S Sculptoris

S Sculptoris is a Mira-type long-period variable. It fluctuates from 6.0 to about 13.6 magnitude every 367 days. Thus once a year, roughly the same time of year (around the last week in October), it becomes barely naked-eye visible but easily seen in binoculars.

To find the star first locate zeta Sculptoris, due west from alpha two binocular fields of view: zeta.

You might want to pause here to admire the two kappa stars: kappa1 and kappa2 (just slightly to the east), a yellow-white giant and an orange giant, not gravitationally bound: kappa1 is 224 light years away, kappa2 580 light years, and they are going off in totally different directions as well.

Kappa1AB is a fine binary (BU 391)AB: 6.1, 6.2; 259º, 1.4".

S Sculptoris is a little over a binocular field southeast: binoculars.

In the same field is theta Sculptoris. If you place theta on the northern edge of your glasses, at the extreme southern edge will appear the spiral galaxy NGC 55.

Burnham calls NGC 55 ‘one of the outstanding galaxies of the southern heavens’ (p. 1733).
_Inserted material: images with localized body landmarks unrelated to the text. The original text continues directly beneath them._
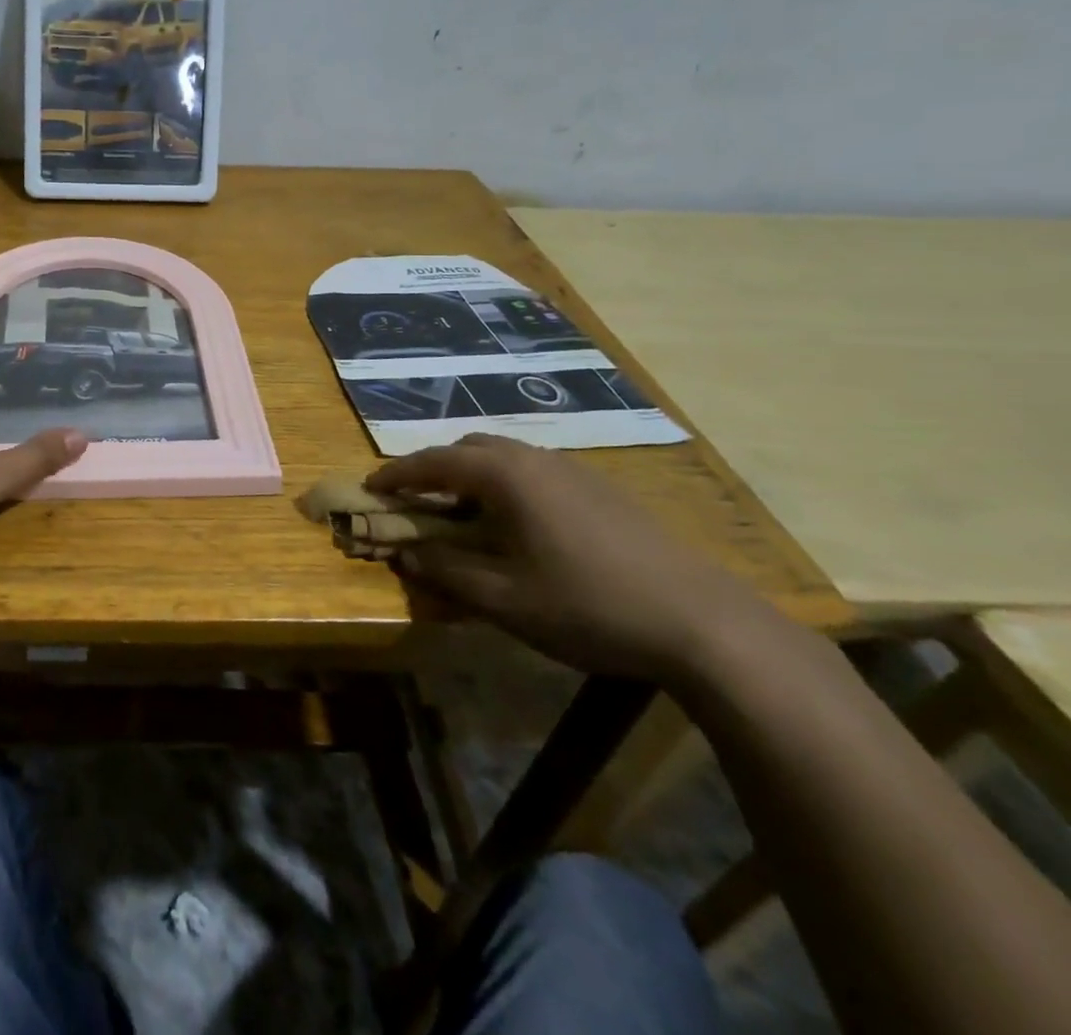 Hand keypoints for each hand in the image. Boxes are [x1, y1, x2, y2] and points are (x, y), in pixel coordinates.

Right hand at [366, 434, 777, 681]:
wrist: (703, 622)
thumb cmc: (588, 606)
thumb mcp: (503, 599)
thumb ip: (445, 571)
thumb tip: (406, 553)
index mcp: (505, 476)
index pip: (432, 462)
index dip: (395, 475)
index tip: (369, 488)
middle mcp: (535, 460)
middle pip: (467, 449)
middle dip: (433, 470)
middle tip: (414, 502)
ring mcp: (573, 470)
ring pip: (504, 457)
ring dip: (470, 476)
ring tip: (461, 514)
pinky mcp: (601, 489)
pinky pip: (533, 471)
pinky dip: (504, 485)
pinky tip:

This is a spiral galaxy seen nearly on-edge with an apparent visual magnitude of 7.9. However this figure is misleading, as the object is extremely difficult to see except with large telescopes.
     There has been much conjecture over the distance of NGC 55 from the Solar System; while one of the nearest galaxies to ourselves, it is still about 7 million light years away.
     It has long been believed that NGC 55 is a member of the Sculptor Group of Galaxies, however this association has been put in doubt in a recent study which considers the galaxy more in the foreground rather than a part of the main group.